[[ Task material, beginning ]]

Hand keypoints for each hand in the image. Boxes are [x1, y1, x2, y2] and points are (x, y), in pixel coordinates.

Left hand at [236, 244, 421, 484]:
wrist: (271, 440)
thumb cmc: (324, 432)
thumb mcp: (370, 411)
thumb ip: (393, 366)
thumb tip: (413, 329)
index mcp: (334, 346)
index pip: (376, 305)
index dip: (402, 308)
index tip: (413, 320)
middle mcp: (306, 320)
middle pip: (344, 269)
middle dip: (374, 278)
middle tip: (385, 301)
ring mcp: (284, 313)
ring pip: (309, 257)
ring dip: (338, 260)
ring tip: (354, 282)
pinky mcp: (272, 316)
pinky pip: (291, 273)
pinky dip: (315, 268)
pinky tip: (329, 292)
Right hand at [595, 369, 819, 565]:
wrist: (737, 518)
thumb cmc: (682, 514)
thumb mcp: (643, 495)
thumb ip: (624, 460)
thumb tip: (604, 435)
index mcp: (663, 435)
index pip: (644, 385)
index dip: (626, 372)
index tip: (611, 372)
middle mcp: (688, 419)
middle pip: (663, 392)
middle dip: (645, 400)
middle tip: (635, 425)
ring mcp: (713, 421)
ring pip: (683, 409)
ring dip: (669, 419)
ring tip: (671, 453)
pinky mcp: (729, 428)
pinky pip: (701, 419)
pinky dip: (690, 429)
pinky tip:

[[ Task material, end ]]

▶ [Exercise description]:
From the data above, give every line again exactly as it appears.

▶ [Exercise answer]:
Hand keypoints for each hand in the image. Boxes are [x1, y1, x2, y2] and points are (x, y), in pixel coordinates.

Left hand at [236, 244, 421, 484]:
wrist: (271, 440)
thumb cmc: (324, 432)
thumb mcp: (370, 411)
thumb ip: (393, 366)
thumb tip: (413, 329)
index mcp: (334, 346)
index pip: (376, 305)
index dip: (402, 308)
index tip: (413, 320)
middle mcp: (306, 320)
middle pip: (344, 269)
middle dip: (374, 278)
middle tip: (385, 301)
ring mcp: (284, 313)
ring pip: (309, 257)
ring dip: (338, 260)
ring tip: (354, 282)
pinky mcp: (272, 316)
pinky pip: (291, 273)
pinky dip: (315, 268)
pinky tip: (329, 292)
Right hand at [595, 369, 819, 565]:
wrist: (737, 518)
thumb cmc: (682, 514)
thumb mcp: (643, 495)
thumb ip: (624, 460)
thumb tip: (604, 435)
index mcp: (663, 435)
index pip: (644, 385)
index dip: (626, 372)
index tip: (611, 372)
middle mcp: (688, 419)
middle pip: (663, 392)
middle dip: (645, 400)
middle tip: (635, 425)
ring mcp: (713, 421)
ring pip: (683, 409)
ring dip: (669, 419)
ring tip: (671, 453)
pinky mcp: (729, 428)
pinky pip: (701, 419)
pinky dip: (690, 429)
pinky tip:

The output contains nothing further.